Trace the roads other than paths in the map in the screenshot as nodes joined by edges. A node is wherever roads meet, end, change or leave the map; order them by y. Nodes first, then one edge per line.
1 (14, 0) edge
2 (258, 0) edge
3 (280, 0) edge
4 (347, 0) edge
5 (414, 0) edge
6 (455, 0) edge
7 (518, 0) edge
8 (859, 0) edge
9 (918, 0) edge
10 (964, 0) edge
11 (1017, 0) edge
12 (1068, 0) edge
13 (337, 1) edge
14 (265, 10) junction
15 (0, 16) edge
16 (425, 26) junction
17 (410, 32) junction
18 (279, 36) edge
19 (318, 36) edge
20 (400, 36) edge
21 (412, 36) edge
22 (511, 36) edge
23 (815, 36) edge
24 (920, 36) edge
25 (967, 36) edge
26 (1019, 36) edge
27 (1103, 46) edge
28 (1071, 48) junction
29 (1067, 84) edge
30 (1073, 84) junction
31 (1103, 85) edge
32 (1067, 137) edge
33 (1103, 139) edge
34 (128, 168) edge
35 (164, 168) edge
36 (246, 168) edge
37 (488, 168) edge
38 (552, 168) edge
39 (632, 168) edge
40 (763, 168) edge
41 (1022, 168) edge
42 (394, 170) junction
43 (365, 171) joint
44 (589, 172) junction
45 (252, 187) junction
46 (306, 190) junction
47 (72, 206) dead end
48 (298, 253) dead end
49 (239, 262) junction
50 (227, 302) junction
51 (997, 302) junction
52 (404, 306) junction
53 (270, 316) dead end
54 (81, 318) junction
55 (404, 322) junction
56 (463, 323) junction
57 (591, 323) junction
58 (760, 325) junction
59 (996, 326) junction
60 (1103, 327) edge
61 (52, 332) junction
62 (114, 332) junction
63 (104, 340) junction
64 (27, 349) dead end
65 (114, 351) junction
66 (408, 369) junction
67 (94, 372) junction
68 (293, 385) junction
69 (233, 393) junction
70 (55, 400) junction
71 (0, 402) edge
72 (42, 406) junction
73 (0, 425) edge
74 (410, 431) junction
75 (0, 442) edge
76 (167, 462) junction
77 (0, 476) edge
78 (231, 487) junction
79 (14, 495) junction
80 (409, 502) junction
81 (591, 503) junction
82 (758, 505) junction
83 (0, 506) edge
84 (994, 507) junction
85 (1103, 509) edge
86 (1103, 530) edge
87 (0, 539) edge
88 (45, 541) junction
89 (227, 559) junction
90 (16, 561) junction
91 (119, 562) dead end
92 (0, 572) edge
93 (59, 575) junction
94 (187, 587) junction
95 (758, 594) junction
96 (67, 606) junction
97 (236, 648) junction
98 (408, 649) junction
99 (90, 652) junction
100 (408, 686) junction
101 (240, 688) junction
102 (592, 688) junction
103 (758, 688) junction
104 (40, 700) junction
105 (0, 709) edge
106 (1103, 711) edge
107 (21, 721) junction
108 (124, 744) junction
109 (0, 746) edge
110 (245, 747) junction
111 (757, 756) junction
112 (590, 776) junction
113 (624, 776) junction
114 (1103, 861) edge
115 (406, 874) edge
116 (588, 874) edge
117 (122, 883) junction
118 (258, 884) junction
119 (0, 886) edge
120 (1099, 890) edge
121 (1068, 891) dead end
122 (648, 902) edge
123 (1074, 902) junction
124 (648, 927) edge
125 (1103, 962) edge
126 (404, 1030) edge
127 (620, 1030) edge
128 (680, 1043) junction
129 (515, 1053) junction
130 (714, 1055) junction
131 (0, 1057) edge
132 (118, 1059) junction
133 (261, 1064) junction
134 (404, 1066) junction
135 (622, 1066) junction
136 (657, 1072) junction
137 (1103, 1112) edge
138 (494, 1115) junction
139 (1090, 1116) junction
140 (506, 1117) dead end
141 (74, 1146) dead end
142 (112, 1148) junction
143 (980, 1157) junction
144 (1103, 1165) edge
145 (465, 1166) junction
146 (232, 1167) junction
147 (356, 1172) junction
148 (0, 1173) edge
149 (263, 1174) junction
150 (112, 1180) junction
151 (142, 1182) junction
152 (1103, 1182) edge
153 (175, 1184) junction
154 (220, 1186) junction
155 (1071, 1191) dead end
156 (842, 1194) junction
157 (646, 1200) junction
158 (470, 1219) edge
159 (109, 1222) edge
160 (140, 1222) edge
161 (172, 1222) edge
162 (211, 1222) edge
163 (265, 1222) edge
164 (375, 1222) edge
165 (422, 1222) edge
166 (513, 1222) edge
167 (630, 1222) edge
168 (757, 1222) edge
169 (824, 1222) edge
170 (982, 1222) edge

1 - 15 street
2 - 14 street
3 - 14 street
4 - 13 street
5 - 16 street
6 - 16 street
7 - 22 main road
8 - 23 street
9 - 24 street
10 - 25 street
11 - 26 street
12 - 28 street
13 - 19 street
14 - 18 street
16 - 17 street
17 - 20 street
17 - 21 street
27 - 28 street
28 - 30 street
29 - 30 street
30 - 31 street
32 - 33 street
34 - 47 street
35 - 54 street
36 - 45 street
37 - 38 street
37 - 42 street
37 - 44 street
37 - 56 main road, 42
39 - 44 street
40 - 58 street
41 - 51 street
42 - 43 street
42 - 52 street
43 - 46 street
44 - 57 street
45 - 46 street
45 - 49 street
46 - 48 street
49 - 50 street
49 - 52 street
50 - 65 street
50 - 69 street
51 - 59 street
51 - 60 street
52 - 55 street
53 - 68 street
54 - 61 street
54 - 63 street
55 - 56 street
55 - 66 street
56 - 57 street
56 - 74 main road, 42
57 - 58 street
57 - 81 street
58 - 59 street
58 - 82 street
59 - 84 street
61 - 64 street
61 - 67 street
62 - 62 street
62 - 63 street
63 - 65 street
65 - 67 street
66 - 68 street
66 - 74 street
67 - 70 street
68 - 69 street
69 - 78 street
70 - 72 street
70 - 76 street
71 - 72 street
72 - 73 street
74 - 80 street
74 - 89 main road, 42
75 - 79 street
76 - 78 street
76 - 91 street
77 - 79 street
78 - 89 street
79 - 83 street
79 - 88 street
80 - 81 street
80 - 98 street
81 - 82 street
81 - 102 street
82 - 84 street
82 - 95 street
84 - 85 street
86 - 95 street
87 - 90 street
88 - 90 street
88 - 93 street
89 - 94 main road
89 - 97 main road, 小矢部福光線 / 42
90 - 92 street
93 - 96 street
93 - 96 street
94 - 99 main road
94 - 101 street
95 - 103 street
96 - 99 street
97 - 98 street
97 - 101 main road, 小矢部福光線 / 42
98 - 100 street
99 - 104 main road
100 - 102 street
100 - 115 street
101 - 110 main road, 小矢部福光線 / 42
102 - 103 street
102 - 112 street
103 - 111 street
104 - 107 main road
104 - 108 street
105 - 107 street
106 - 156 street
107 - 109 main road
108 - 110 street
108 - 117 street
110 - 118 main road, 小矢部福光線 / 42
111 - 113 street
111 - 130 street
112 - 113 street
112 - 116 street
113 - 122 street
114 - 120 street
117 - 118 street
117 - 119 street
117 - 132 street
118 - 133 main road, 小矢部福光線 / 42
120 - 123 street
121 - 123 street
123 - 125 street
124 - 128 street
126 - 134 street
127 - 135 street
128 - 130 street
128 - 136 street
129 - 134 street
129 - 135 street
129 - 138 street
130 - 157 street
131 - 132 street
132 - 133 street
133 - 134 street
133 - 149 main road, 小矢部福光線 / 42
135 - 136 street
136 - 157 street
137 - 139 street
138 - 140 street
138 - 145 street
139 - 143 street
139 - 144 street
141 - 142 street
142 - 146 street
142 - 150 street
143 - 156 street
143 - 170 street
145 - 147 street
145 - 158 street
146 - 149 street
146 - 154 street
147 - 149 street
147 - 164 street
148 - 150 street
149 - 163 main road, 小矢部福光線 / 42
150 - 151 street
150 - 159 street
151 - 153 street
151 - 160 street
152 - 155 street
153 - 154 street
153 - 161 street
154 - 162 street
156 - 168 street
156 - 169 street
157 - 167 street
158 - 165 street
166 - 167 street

• **Exercise requirements**
Could you copy each line in the listing above that includes the word "小矢部福光線"?

• **Solution below**
89 - 97 main road, 小矢部福光線 / 42
97 - 101 main road, 小矢部福光線 / 42
101 - 110 main road, 小矢部福光線 / 42
110 - 118 main road, 小矢部福光線 / 42
118 - 133 main road, 小矢部福光線 / 42
133 - 149 main road, 小矢部福光線 / 42
149 - 163 main road, 小矢部福光線 / 42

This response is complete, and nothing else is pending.